Drop the images, then output the listing exactly.

Top of STORED DATA

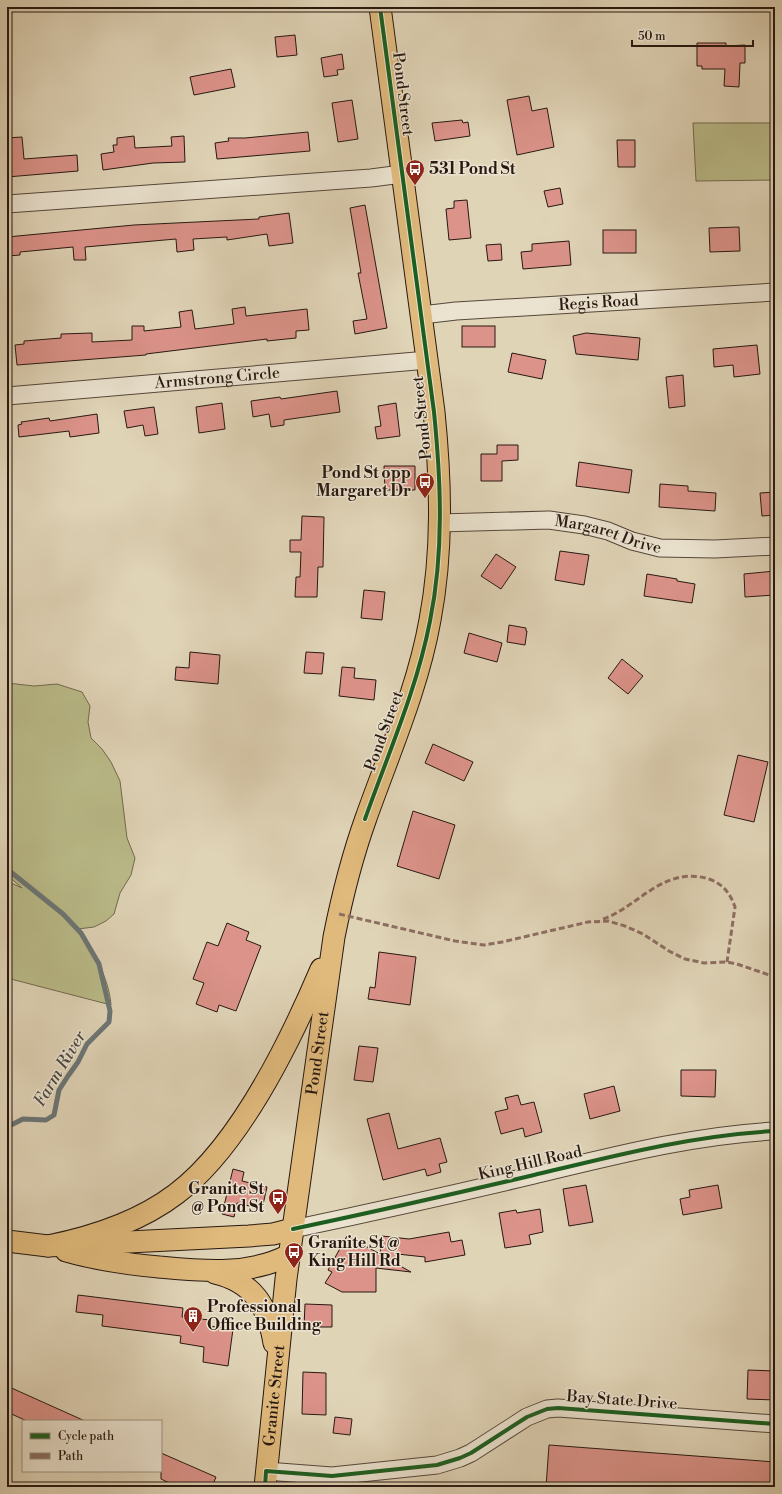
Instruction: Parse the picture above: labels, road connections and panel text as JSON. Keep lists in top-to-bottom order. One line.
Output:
{"streets":{"main road":["Pond Street","Granite Street"],"street":["Regis Road","Armstrong Circle","Margaret Drive","King Hill Road","Bay State Drive"]},"crossings":[["Pond Street","Regis Road"],["Pond Street","Armstrong Circle"],["Pond Street","Margaret Drive"],["Pond Street","King Hill Road"],["Pond Street","Granite Street"],["Granite Street","Bay State Drive"]],"water":["Farm River"],"places":{"bus stop":["531 Pond St","Pond St opp Margaret Dr","Granite St @ Pond St","Granite St @ King Hill Rd"],"building":["Professional Office Building"]},"legend":["Cycle path","Path"],"scale_bar":"50 m"}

Bottom of STORED DATA

▸ EXERCISE RESPONSE:
Instruction: Parse the picture above: labels, road connections and panel text as JSON. Keep lists in top-to-bottom order. One line.
Output:
{"streets":{"main road":["Pond Street","Granite Street"],"street":["Regis Road","Armstrong Circle","Margaret Drive","King Hill Road","Bay State Drive"]},"crossings":[["Pond Street","Regis Road"],["Pond Street","Armstrong Circle"],["Pond Street","Margaret Drive"],["Pond Street","King Hill Road"],["Pond Street","Granite Street"],["Granite Street","Bay State Drive"]],"water":["Farm River"],"places":{"bus stop":["531 Pond St","Pond St opp Margaret Dr","Granite St @ Pond St","Granite St @ King Hill Rd"],"building":["Professional Office Building"]},"legend":["Cycle path","Path"],"scale_bar":"50 m"}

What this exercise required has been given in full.